En efecto, al cuestionar al Estado “obeso” y buscar su achicamiento, han quebrantado la institucionalidad que sufre el peso de los recortes fiscales, la expulsión de burocracia, la desarticulación o el agravamiento de la deuda externa condicionada por organismos como el FMI. Al mismo tiempo, han convertido los sistemas tributarios en mecanismos de afectación colectiva, pero de privilegio para los “inversionistas” que lucran con la evasión, los paraísos fiscales, las remisiones, condonaciones o la disminución de sus impuestos. Igualmente han arrasado con derechos sociales y laborales, que son conquistas civilizatorias y que han pasado a manos de la flexibilización y precarización de las condiciones contractuales. El cuestionamiento a la seguridad social y la atención médica y en salud para lograr su destrucción y pasar esos servicios a manos privadas, ha afectado cada vez más a las poblaciones nacionales que caen en el desamparo, agudizado por la mayor pobreza y marginación.

El cuadro se conjuga con un clima de inobservancia o manipulación de las leyes y el derecho para perseguir opositores o arremeter contra los movimientos sociales, sujetos a lo que se denomina criminalización de la protesta. El latinoamericanismo, que fuera un ideal nacido en los procesos de independencia y mantenido posteriormente por líderes y fuerzas progresistas de la región, se ha roto con los gobiernos empresariales. En Argentina y Ecuador se conviene con los Estados Unidos en acuerdos militares que privilegian su presencia directa y la sujeción a las geoestrategias de hegemonía mundial que mantiene esa gran potencia.

A raíz del inédito conflicto diplomático con México, en Ecuador hay gente convencida que todo el mundo está mal y que las fallas están en las normas internacionales sobre el asilo.
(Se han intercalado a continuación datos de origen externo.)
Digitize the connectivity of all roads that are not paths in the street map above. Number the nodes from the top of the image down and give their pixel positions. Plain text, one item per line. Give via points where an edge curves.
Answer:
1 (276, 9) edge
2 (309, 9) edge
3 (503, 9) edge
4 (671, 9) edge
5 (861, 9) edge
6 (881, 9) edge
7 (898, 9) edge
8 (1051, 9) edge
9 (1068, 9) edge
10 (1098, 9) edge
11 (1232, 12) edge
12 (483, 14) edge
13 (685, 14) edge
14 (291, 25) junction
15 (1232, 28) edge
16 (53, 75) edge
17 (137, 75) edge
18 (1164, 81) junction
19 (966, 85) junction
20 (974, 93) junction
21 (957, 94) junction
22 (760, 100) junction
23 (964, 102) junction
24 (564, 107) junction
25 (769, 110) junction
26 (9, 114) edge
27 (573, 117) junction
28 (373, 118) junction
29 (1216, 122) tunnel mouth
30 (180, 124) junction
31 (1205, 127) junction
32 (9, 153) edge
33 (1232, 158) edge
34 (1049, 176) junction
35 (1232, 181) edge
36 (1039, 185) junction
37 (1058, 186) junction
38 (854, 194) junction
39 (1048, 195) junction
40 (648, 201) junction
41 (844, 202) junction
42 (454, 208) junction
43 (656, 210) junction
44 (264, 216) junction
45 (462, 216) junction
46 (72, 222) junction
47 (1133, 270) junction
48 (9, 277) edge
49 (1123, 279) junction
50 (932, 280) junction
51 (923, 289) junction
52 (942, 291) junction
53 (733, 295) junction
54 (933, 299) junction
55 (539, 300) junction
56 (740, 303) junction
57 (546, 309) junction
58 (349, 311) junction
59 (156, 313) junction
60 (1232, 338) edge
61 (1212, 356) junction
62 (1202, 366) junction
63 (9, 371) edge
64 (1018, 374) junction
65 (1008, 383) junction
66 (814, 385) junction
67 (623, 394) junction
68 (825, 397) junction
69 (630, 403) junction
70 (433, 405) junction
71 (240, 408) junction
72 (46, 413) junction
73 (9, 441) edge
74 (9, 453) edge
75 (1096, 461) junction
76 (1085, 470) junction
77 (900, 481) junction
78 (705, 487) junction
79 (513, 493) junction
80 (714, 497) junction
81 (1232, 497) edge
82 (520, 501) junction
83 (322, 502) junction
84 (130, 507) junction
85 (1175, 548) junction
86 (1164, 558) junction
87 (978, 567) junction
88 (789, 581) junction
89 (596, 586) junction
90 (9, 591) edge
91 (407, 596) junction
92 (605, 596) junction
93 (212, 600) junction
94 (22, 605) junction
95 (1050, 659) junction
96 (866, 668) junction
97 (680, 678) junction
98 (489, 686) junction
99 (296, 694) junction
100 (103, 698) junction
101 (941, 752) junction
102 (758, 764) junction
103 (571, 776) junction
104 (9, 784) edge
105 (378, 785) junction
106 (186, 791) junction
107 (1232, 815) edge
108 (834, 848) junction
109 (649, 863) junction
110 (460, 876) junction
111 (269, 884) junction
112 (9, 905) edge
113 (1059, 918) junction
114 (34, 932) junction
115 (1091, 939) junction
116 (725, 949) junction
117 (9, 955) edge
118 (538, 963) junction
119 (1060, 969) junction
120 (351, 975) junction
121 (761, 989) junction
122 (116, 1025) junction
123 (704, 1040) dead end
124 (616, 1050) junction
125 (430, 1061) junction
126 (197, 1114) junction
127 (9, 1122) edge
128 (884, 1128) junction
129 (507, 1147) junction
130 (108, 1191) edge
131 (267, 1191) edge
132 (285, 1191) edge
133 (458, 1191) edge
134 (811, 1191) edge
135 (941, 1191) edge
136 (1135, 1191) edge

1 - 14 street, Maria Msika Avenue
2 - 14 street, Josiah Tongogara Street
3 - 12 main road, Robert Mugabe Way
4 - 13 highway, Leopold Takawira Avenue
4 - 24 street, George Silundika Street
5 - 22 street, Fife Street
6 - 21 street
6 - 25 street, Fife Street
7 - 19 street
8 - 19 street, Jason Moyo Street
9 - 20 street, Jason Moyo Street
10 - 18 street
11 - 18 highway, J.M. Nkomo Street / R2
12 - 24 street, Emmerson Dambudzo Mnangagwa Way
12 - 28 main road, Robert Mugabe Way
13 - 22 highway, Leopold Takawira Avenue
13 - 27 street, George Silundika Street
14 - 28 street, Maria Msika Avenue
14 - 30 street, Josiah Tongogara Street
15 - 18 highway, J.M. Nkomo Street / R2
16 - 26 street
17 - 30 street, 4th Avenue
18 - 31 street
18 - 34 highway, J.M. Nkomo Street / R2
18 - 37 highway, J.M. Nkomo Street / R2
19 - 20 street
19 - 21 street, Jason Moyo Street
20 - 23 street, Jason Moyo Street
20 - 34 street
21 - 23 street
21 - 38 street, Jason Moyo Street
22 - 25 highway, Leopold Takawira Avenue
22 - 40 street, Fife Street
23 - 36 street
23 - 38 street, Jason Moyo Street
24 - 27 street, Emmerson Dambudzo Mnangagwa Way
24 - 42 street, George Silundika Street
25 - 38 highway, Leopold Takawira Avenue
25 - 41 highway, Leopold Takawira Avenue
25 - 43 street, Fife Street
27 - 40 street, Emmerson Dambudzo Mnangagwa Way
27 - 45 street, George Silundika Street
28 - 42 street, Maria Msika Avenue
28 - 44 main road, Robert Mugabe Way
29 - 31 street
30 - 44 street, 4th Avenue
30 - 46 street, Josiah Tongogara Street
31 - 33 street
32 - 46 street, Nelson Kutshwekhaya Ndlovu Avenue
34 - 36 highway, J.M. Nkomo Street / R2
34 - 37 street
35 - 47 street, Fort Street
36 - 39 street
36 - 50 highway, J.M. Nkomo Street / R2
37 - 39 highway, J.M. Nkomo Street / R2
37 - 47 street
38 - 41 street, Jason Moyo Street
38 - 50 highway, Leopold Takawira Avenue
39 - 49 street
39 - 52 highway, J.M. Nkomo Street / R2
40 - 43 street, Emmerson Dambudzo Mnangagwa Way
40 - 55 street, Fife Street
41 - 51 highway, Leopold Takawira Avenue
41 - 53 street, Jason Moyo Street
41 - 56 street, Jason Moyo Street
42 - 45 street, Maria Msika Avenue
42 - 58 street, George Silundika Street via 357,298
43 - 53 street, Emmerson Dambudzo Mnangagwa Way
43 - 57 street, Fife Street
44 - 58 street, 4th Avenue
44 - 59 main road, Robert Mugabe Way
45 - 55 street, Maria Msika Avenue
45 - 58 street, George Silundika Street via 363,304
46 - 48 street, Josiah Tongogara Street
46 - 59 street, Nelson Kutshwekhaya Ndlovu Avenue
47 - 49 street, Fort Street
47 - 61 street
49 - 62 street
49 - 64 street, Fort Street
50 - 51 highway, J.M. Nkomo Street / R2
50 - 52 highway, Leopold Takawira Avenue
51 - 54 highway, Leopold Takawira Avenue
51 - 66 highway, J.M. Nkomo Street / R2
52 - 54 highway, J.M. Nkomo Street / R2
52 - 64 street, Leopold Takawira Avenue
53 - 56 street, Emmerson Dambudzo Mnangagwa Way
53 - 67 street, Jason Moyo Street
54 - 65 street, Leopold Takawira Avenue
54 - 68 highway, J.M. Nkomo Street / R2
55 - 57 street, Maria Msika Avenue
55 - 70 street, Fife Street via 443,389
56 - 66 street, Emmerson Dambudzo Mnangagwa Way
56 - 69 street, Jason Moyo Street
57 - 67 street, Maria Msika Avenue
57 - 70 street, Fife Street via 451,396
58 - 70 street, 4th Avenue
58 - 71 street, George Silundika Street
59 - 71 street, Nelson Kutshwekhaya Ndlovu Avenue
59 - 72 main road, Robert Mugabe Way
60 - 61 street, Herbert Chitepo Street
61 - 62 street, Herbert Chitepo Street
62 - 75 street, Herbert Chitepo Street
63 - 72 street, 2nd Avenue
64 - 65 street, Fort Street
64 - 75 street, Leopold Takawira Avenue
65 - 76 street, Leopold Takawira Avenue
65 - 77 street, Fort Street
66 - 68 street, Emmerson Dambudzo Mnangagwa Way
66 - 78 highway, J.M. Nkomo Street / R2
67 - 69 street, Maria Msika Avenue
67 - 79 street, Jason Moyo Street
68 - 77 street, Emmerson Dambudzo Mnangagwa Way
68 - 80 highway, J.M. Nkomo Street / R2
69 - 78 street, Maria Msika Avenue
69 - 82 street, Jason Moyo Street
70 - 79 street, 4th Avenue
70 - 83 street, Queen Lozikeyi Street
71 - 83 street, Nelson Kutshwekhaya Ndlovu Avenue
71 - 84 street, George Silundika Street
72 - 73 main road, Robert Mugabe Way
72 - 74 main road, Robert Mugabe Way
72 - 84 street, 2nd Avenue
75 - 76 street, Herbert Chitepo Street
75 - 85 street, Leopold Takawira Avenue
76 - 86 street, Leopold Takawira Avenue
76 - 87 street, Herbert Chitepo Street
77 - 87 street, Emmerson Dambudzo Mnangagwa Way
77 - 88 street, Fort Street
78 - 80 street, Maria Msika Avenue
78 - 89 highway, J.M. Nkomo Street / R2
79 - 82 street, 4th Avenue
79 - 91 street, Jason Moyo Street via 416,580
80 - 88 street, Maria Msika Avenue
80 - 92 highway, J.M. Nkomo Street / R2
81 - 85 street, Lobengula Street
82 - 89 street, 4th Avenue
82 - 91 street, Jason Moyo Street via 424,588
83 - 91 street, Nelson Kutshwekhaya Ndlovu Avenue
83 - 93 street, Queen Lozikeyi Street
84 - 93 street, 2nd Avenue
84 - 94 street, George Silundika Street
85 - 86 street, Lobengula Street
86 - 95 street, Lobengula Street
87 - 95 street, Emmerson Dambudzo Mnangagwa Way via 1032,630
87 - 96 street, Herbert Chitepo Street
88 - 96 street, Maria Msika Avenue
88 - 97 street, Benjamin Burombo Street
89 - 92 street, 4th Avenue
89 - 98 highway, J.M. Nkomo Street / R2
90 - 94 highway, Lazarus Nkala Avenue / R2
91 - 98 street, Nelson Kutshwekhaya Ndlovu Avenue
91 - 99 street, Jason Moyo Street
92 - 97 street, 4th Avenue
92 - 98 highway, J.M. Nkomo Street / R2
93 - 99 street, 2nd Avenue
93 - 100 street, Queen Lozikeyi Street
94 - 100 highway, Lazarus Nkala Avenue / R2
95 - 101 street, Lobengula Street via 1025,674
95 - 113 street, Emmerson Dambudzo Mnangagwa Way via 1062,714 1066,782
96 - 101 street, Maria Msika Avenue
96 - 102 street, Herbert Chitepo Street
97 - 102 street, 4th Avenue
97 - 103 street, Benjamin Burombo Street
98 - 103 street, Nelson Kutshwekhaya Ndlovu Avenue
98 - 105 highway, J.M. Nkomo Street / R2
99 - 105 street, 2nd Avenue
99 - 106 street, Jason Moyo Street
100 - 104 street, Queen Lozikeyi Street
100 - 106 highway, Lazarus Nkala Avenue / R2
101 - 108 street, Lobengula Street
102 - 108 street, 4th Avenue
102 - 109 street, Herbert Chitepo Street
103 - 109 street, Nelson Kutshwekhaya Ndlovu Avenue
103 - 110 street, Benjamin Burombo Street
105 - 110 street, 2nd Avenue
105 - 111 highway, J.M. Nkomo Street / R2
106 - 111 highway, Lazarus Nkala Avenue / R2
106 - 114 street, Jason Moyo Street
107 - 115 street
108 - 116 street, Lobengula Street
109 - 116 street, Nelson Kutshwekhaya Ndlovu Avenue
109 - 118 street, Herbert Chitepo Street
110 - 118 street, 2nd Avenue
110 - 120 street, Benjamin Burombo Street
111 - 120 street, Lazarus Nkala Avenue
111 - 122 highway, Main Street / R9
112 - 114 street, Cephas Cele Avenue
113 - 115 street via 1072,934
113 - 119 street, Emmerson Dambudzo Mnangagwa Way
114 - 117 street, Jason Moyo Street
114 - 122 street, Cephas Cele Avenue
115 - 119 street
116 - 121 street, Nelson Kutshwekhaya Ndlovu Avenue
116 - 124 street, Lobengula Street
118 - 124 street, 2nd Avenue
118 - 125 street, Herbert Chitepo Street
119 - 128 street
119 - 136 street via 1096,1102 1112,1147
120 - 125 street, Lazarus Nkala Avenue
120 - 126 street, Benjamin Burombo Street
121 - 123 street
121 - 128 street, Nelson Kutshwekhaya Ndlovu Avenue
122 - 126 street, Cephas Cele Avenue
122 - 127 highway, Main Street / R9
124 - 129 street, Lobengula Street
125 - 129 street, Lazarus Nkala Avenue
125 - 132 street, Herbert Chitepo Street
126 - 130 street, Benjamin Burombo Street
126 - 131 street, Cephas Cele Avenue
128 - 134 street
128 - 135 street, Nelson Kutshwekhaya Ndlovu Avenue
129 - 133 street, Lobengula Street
El avance del narcotráfico y de la delincuencia en todos los países es fruto de ese conjunto de factores que estrangulan las capacidades de los Estados y que no han evitado la penetración de esos intereses en las instituciones y aparatos públicos, pero también en sectores privados a los que rara vez se investiga el origen de sus patrimonios y de la riqueza que concentran.

En Ecuador el riesgo de que activistas y políticos del progresismo social, así como miembros del movimiento indígena sean acusados de “terroristas” o de tener vínculos con los “narcos” ya se ha concretado contra campesinos que resisten la explotación minera en la provincia de Cotopaxi.

La falta de institucionalidad y de respeto a las leyes se conjuga plenamente con el dominio privado de la economía. Cuando el filósofo y revolucionario anarquista Pierre-Joseph Proudhon (1809-1865) sentenció que la propiedad es un robo, se refería a la propiedad privada capitalista, que es la que roba a la sociedad el valor generado por su trabajo. El neoliberalismo-libertario de América Latina ha trastrocado los conceptos y dice ahora que el Estado es el que “roba” cuando cobra impuestos, financia bienes y servicios públicos o atiende a la población con sus inversiones. Esa ideología se ve reforzada diariamente con la labor que desarrollan medios de comunicación vinculados con el gran capital. Revertir la incidencia de estas ideas en medios populares se ha convertido en un desafío no solo político sino académico para lograr un futuro de mejoramiento de las condiciones de vida y trabajo de las poblaciones latinoamericanas.